Il désignait la pièce autour de lui. Victor secoua la tête, soudain pris de mutisme. Il avait effectivement entendu parler d'Hersart, il avait même vu un portrait de lui. Dans la galerie du château de Lune-Rousse, là où se trouvaient tous les ancêtres du Seigneur Rodrick, tout au bout du couloir, avec les premiers Seigneurs de Malgan.

- J'étais dans la cour du château, il avait neigé et je dessinais des anges dans la neige avec mes bras. C'est là que j'ai trouvé l'artefact. Je... l'ai examiné, et... j'étais ici.

Jorian hocha la tête avec un air de compréhension amusée. Bien qu'il discutât avec Victor, il n'avait pas interrompu son travail et voilà qu'à présent, il faisait glisser une boule dorée d'un peu plus d'un pouce de diamètre le long de la tige qu'il venait d'arrondir. S'apercevant de la curiosité de Victor, il désigna une étrange structure sur la droite du garçon. Elle était installée sur un large piédestal en marbre, bas, de forme hexagonal. En son centre, se trouvait une représentation d'un soleil souriant, et tout autour de ce dernier, l'inventeur avait positionné des cerceaux métalliques figurant différentes orbites qui se croisaient. Chacun d'eux portait une boule d'or de taille variable. 

- Qu'est-ce que c'est ?

- Ah, ça mon garçon, c'est l'invention de toute une vie. Enfin, celle-ci n'est qu'une maquette et elle est loin d'être terminée, mais...

Une brusque nausée s'empara de l'enfant et le fit se plier légèrement en deux. Il étendit les bras sur les côtés à la recherche de quelque-chose pour stabiliser son assise chancelante.

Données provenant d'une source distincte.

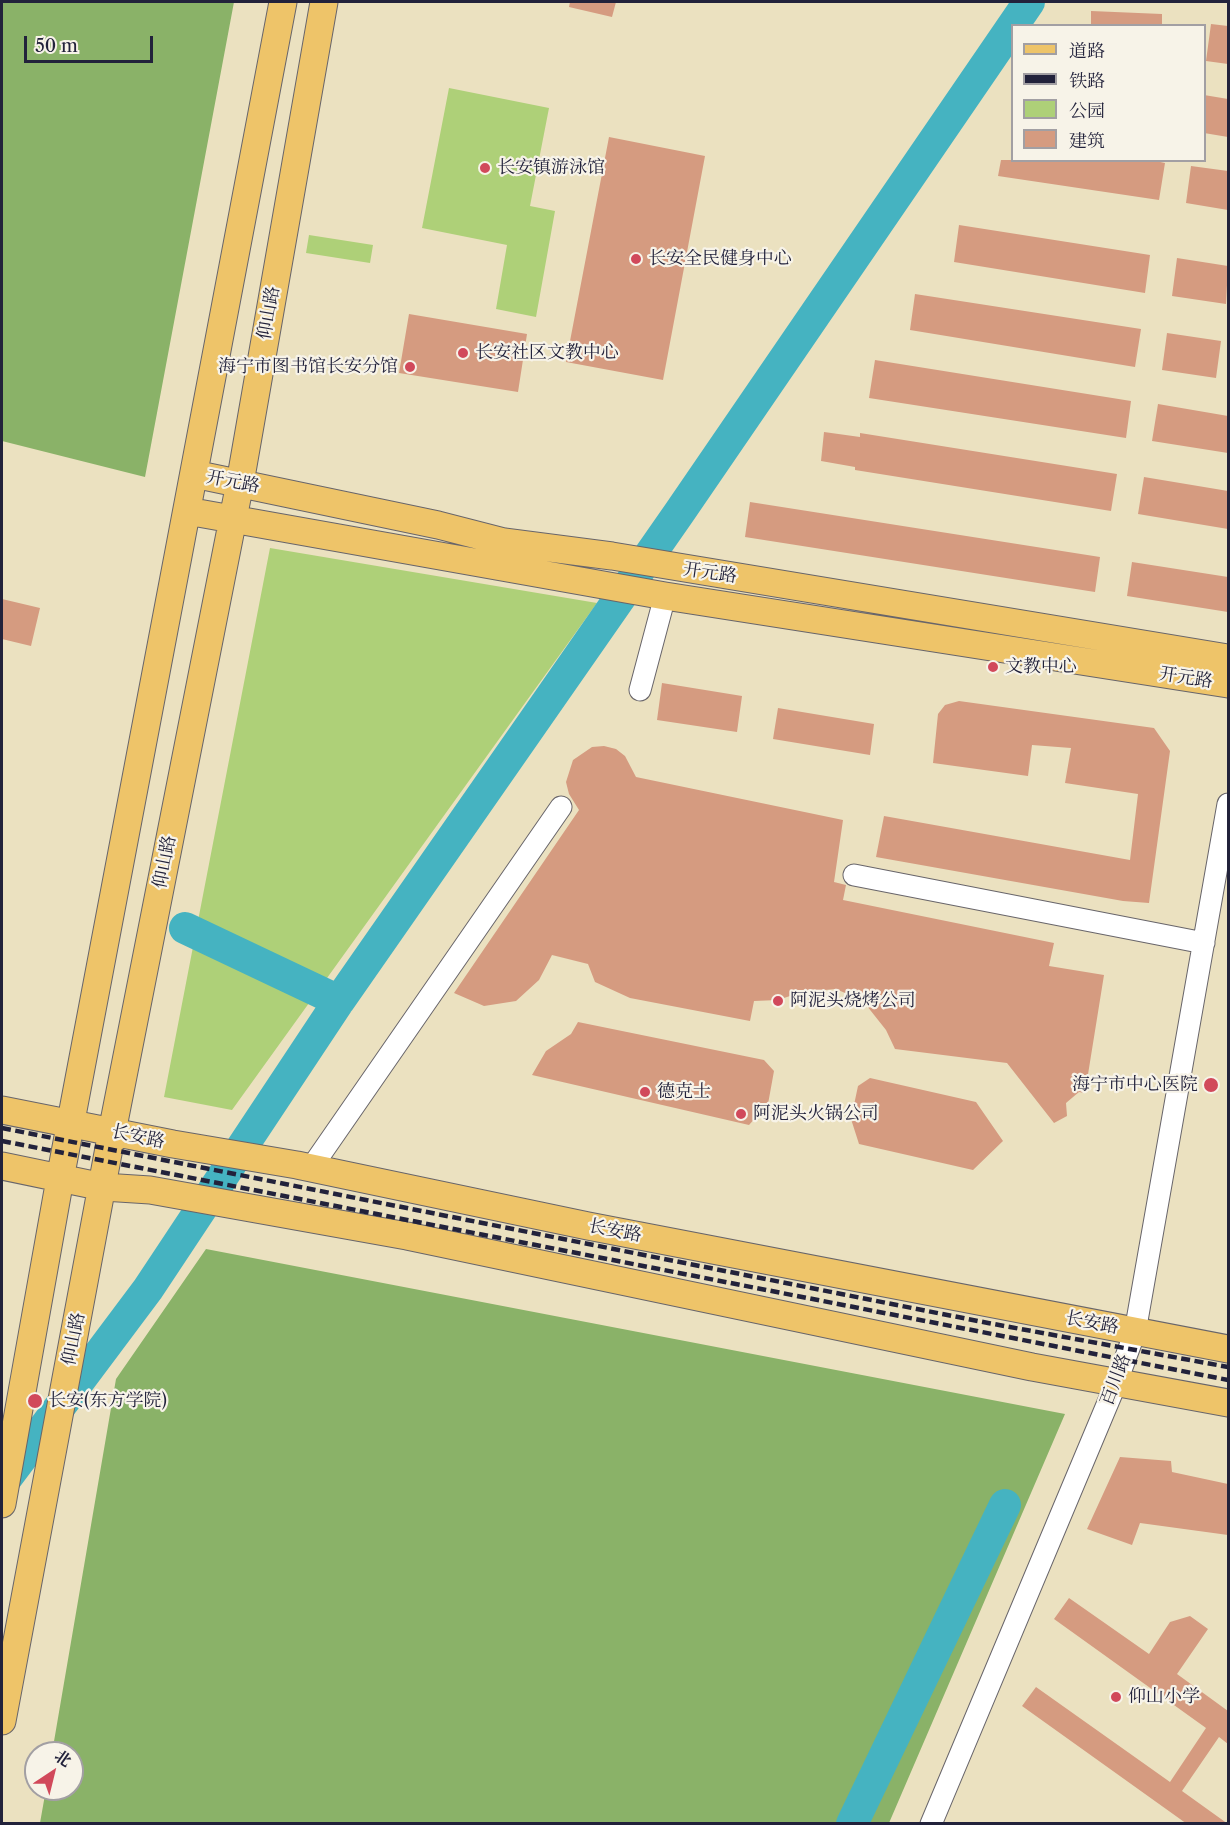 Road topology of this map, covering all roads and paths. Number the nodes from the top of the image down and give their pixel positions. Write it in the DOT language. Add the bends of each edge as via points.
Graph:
graph roads {
  1 [pos="283,2"];
  2 [pos="324,2"];
  3 [pos="194,474"];
  4 [pos="240,483"];
  5 [pos="187,511"];
  6 [pos="233,520"];
  7 [pos="656,595"];
  8 [pos="1228,658"];
  9 [pos="1228,684"];
  10 [pos="640,690"];
  11 [pos="1228,804"];
  12 [pos="561,807"];
  13 [pos="854,875"];
  14 [pos="1204,943"];
  15 [pos="2,1110"];
  16 [pos="71,1124"];
  17 [pos="112,1132"];
  18 [pos="2,1166"];
  19 [pos="304,1166"];
  20 [pos="60,1179"];
  21 [pos="103,1187"];
  22 [pos="1135,1332"];
  23 [pos="1228,1349"];
  24 [pos="1117,1381"];
  25 [pos="1228,1403"];
  26 [pos="2,1504"];
  27 [pos="2,1721"];
  28 [pos="931,1824"];
  1 -- 3 [label="main road"];
  2 -- 4 [label="main road, 仰山路"];
  3 -- 4 [label="main road, 开元路"];
  3 -- 5 [label="main road"];
  4 -- 6 [label="main road, 仰山路"];
  4 -- 8 [label="main road, 开元路" via="504,542 612,556"];
  5 -- 6 [label="main road, 开元路"];
  5 -- 16 [label="main road"];
  6 -- 7 [label="main road, 开元路"];
  6 -- 17 [label="main road, 仰山路"];
  7 -- 9 [label="main road, 开元路"];
  7 -- 10 [label="street"];
  11 -- 14 [label="street, 百川路"];
  12 -- 19 [label="street"];
  13 -- 14 [label="street"];
  14 -- 22 [label="street, 百川路"];
  15 -- 16 [label="main road, 长安路"];
  16 -- 17 [label="main road, 长安路"];
  16 -- 20 [label="main road"];
  17 -- 19 [label="main road, 长安路"];
  17 -- 21 [label="main road, 仰山路"];
  18 -- 20 [label="main road"];
  19 -- 22 [label="main road, 长安路" via="588,1226"];
  20 -- 21 [label="main road"];
  20 -- 26 [label="main road"];
  21 -- 24 [label="main road" via="150,1190 407,1236 1032,1367"];
  21 -- 27 [label="main road, 仰山路"];
  22 -- 23 [label="main road, 长安路"];
  22 -- 24 [label="street, 百川路"];
  24 -- 25 [label="main road"];
  24 -- 28 [label="street, 百川路"];
}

Les sons allaient et venaient à ses oreilles, en une effrayante sarabande, et les rideaux pourpres qui bordaient la pièce étaient devenus flous. Jorian s'interrompit, surpris, puis il sourit à nouveau.

- Oh, il semble que j'aie oublié de te préciser quelque-chose à propos de cette amulette, quelque-chose d'important. Sept minutes... C'est le temps précis que dure chacun de tes voyages, pas une seconde de plus, pas une de moins. Tu repars, Victor, tu repars déjà... Je suis ravi d'avoir fait ta connaissance, mon garçon.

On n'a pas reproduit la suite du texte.